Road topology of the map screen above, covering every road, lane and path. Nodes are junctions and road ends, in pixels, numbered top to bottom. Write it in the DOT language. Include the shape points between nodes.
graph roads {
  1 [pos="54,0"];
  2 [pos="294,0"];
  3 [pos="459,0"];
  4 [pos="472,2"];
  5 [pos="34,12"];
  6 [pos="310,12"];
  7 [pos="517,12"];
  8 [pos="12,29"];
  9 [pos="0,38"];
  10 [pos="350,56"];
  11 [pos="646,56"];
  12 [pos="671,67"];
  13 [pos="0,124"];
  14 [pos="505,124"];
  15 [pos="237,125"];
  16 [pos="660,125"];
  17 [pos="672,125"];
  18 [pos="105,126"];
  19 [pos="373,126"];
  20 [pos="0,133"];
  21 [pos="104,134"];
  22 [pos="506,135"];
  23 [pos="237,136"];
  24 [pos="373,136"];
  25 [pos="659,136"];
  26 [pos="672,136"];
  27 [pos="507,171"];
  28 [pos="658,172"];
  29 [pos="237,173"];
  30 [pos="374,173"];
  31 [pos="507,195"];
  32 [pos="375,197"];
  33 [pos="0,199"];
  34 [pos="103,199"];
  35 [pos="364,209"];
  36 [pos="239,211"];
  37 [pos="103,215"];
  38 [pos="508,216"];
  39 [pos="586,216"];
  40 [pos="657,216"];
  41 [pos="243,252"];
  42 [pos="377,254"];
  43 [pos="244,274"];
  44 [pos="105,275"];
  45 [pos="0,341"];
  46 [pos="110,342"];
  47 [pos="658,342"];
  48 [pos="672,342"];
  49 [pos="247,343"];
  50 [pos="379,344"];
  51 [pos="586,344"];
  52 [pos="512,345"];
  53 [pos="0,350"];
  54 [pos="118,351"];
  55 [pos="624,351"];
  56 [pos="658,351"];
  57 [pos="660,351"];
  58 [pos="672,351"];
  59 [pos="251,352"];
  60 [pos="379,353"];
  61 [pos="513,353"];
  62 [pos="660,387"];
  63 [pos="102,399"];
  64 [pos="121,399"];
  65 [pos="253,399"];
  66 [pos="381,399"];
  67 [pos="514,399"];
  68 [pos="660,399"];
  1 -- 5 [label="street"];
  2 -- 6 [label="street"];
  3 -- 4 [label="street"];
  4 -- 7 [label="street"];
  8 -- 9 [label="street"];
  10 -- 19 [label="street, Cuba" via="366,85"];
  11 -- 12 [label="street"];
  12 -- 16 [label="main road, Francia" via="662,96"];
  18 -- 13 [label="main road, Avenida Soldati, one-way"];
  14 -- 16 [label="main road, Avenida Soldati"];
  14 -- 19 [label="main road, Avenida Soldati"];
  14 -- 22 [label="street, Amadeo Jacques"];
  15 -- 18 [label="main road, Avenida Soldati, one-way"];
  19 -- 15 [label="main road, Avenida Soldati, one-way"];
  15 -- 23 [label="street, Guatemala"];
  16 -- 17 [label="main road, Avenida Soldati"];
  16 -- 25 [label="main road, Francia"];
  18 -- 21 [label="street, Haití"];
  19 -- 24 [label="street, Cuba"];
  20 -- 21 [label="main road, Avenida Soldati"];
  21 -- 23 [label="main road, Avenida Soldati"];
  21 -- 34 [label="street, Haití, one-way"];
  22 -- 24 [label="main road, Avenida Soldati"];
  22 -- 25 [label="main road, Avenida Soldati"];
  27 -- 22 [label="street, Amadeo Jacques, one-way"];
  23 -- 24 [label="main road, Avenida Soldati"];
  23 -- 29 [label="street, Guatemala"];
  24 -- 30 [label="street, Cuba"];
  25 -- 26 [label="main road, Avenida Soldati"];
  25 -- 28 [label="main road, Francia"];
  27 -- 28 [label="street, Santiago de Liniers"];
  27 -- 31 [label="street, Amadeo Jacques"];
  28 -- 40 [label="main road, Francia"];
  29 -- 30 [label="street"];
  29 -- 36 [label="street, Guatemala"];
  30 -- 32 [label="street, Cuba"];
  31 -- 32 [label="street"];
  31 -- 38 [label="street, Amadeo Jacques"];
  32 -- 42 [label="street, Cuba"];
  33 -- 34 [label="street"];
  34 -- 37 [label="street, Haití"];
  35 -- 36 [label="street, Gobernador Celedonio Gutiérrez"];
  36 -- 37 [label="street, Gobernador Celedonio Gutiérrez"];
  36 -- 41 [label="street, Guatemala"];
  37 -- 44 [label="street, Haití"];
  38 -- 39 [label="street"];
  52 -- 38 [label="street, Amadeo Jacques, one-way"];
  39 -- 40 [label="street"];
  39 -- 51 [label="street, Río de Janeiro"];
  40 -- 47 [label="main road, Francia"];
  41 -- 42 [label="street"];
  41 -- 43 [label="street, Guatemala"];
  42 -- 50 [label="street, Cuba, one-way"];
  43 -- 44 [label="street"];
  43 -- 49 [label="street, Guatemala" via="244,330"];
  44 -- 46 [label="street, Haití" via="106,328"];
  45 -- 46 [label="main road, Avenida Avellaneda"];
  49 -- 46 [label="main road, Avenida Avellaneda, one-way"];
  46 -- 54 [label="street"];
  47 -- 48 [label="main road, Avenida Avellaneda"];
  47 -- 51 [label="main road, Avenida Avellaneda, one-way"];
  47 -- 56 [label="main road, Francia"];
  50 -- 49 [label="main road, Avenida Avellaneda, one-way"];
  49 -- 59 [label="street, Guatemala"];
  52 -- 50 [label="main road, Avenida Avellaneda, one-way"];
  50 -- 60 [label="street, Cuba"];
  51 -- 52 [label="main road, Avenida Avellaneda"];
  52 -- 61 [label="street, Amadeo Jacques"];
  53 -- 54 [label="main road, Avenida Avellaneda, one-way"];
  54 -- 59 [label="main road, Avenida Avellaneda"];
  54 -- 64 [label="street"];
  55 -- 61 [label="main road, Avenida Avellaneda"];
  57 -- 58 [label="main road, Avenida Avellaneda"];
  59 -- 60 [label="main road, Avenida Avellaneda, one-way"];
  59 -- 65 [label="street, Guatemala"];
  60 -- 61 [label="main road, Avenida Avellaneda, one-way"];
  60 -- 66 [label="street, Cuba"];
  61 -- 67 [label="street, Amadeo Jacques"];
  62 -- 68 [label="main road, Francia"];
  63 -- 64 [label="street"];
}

* _Exercise brief_: Copy down every line of the material above that includes the string "Haití".

* _Exercise result_:
  18 -- 21 [label="street, Haití"];
  21 -- 34 [label="street, Haití, one-way"];
  34 -- 37 [label="street, Haití"];
  37 -- 44 [label="street, Haití"];
  44 -- 46 [label="street, Haití" via="106,328"];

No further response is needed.